● WHAT THE TASK REQUIRES
Take the entries below and print, exactly, the stretch from the line containing "pinky pip: (538, 333)" through the line containing "ring pip: (891, 419)", both included.

──────── EXCERPTED RECORDS ────────

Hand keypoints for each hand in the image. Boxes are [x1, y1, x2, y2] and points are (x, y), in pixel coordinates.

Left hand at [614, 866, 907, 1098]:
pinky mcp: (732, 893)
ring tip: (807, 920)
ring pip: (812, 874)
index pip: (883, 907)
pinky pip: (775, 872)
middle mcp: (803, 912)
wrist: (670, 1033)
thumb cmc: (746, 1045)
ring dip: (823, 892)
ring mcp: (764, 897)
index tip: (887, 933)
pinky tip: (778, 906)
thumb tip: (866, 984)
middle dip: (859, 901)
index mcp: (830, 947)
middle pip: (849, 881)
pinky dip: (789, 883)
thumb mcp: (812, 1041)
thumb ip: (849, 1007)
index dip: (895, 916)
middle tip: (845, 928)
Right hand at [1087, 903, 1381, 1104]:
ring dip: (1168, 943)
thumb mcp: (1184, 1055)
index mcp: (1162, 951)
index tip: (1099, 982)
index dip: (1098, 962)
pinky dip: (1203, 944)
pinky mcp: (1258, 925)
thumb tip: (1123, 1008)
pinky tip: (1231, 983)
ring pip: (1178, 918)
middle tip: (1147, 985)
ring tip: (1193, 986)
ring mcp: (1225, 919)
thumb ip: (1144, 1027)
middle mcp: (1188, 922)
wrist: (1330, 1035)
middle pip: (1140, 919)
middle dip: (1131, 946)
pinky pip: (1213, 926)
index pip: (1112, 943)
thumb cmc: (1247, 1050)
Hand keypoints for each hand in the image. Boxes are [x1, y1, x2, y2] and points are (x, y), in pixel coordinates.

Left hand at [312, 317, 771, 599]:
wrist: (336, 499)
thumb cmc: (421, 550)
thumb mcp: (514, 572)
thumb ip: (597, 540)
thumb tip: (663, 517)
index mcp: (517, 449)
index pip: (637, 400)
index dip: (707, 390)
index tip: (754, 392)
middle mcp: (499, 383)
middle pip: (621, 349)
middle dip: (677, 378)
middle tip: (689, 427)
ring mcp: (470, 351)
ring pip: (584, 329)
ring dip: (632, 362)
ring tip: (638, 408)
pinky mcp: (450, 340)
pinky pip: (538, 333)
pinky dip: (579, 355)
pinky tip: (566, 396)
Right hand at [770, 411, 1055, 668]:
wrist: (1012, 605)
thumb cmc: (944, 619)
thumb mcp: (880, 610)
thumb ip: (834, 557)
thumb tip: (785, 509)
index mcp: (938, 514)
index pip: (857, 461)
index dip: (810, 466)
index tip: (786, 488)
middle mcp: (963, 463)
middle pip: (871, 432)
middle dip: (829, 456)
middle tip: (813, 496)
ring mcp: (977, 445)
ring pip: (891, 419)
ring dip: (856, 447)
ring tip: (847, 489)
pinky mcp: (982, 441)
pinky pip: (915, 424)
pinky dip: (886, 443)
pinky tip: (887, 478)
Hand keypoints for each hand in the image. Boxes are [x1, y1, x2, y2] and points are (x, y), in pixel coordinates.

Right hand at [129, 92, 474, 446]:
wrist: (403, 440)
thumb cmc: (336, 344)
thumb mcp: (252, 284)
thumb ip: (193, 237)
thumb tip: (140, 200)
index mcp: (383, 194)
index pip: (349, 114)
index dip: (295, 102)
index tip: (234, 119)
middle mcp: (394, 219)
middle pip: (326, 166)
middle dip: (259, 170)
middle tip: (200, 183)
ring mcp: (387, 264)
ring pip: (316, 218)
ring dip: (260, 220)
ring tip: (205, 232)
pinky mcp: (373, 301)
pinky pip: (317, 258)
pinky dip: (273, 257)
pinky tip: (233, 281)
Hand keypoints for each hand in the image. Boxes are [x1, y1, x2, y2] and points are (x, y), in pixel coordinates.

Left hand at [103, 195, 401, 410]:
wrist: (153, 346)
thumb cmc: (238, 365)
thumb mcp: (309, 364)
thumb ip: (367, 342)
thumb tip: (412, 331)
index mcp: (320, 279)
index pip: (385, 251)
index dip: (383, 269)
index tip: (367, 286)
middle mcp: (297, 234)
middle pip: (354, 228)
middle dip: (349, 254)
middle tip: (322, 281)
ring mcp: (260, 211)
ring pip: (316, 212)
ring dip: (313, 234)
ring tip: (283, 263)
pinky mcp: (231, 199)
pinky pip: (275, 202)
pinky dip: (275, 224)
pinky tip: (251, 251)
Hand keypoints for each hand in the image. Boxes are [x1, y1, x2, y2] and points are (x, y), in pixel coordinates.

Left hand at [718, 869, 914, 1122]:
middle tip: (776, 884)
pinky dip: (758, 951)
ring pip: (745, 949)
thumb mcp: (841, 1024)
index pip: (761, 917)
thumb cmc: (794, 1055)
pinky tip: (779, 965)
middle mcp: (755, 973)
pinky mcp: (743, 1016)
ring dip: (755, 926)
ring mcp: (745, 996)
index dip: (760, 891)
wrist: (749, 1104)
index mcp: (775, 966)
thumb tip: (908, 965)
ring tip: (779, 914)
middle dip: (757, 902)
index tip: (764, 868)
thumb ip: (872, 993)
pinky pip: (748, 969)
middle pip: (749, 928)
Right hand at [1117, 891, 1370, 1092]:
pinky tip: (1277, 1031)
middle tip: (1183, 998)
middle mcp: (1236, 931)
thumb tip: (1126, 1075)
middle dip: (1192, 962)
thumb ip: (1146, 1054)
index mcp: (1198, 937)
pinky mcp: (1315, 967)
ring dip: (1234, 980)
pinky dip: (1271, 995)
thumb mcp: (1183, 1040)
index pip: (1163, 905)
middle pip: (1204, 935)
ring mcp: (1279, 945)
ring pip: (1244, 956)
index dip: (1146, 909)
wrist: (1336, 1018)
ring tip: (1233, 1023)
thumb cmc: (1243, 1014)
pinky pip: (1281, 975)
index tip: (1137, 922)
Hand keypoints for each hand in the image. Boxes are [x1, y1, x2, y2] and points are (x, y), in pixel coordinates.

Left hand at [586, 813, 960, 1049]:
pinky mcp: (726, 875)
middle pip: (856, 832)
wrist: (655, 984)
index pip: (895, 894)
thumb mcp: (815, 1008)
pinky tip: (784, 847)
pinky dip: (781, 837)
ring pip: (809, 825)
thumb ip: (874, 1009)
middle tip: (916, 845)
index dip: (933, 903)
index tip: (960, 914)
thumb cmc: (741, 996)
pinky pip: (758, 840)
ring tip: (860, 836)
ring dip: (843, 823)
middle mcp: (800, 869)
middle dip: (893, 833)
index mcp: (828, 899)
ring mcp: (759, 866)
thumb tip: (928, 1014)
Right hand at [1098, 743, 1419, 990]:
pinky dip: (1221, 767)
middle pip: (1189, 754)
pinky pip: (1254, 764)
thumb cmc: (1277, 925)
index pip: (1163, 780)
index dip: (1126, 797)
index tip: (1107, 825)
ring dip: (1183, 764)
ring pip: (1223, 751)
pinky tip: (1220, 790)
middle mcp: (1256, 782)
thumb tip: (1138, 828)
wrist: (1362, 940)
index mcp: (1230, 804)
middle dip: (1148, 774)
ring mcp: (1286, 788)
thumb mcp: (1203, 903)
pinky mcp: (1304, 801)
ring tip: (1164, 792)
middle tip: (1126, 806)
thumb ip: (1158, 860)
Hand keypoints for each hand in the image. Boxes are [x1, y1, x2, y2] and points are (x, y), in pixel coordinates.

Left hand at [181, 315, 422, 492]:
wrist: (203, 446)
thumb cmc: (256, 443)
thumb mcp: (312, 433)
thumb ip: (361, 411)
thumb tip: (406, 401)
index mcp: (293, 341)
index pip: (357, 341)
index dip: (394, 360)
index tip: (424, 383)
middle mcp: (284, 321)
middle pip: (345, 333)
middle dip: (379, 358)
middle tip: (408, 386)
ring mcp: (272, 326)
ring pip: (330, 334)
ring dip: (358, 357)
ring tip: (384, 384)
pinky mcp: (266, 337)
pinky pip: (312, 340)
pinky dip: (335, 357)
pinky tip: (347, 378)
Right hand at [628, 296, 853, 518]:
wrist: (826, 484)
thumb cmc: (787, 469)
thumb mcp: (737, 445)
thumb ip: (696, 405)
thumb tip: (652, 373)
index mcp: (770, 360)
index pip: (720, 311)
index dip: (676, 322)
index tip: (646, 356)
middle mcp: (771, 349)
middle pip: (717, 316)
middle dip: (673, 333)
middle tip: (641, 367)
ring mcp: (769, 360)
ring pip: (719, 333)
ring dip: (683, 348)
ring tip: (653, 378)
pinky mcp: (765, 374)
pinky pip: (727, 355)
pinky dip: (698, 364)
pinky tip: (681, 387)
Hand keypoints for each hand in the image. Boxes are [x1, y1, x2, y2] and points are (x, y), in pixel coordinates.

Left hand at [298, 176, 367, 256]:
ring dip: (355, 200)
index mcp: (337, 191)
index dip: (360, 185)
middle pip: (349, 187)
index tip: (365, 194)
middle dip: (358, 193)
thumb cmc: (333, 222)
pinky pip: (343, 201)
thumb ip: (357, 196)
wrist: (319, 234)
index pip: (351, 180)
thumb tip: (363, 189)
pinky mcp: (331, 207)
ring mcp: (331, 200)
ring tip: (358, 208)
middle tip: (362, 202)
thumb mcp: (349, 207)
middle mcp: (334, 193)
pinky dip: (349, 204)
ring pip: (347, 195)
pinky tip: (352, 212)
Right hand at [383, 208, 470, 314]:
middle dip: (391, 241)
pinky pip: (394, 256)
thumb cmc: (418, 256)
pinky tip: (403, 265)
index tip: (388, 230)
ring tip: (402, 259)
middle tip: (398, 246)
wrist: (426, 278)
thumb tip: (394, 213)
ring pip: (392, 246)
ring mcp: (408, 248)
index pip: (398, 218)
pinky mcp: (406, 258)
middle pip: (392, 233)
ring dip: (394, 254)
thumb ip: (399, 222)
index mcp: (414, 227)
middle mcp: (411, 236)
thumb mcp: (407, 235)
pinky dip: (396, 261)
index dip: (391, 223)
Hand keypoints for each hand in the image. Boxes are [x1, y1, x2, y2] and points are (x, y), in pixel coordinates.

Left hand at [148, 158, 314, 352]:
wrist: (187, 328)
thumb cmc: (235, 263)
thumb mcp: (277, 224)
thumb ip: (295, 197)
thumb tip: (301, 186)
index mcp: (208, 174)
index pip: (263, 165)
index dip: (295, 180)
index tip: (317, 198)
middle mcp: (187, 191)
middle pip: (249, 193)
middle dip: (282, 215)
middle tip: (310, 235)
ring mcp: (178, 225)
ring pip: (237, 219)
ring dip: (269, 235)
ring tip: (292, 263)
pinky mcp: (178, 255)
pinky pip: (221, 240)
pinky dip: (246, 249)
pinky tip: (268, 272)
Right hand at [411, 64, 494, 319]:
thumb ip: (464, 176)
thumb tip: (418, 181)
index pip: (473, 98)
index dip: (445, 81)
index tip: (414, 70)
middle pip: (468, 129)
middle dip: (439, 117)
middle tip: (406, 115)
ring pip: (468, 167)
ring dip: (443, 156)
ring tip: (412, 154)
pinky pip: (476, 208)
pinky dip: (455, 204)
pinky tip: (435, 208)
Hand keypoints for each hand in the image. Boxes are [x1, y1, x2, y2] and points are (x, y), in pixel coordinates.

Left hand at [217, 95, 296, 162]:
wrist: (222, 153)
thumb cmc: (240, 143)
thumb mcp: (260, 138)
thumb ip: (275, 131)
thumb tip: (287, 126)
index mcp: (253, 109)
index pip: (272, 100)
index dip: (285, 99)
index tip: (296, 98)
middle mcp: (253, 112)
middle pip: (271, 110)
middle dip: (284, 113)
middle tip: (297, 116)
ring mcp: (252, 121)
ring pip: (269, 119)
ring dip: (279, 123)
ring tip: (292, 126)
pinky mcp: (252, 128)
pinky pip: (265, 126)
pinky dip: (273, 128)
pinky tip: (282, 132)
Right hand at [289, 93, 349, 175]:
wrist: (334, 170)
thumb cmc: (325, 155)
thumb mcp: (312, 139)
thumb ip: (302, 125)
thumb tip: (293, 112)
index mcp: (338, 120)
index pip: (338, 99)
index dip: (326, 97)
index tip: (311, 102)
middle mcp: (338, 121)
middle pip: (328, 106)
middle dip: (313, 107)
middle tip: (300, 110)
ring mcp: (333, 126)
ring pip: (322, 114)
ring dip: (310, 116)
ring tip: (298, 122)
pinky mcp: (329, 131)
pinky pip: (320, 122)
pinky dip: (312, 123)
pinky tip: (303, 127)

────────

● RESPONSE AREA
pinky pip: (538, 333)
pinky dip: (579, 355)
pinky tip: (566, 396)
Right hand at [770, 411, 1055, 668]:
wrist: (1012, 605)
thumb cmc: (944, 619)
thumb mcp: (880, 610)
thumb ip: (834, 557)
thumb tip: (785, 509)
index mcp: (938, 514)
index pip: (857, 461)
index dip: (810, 466)
index tip: (786, 488)
middle mcp: (963, 463)
middle pip: (871, 432)
middle dip: (829, 456)
middle tip: (813, 496)
ring mcp: (977, 445)
ring pip: (891, 419)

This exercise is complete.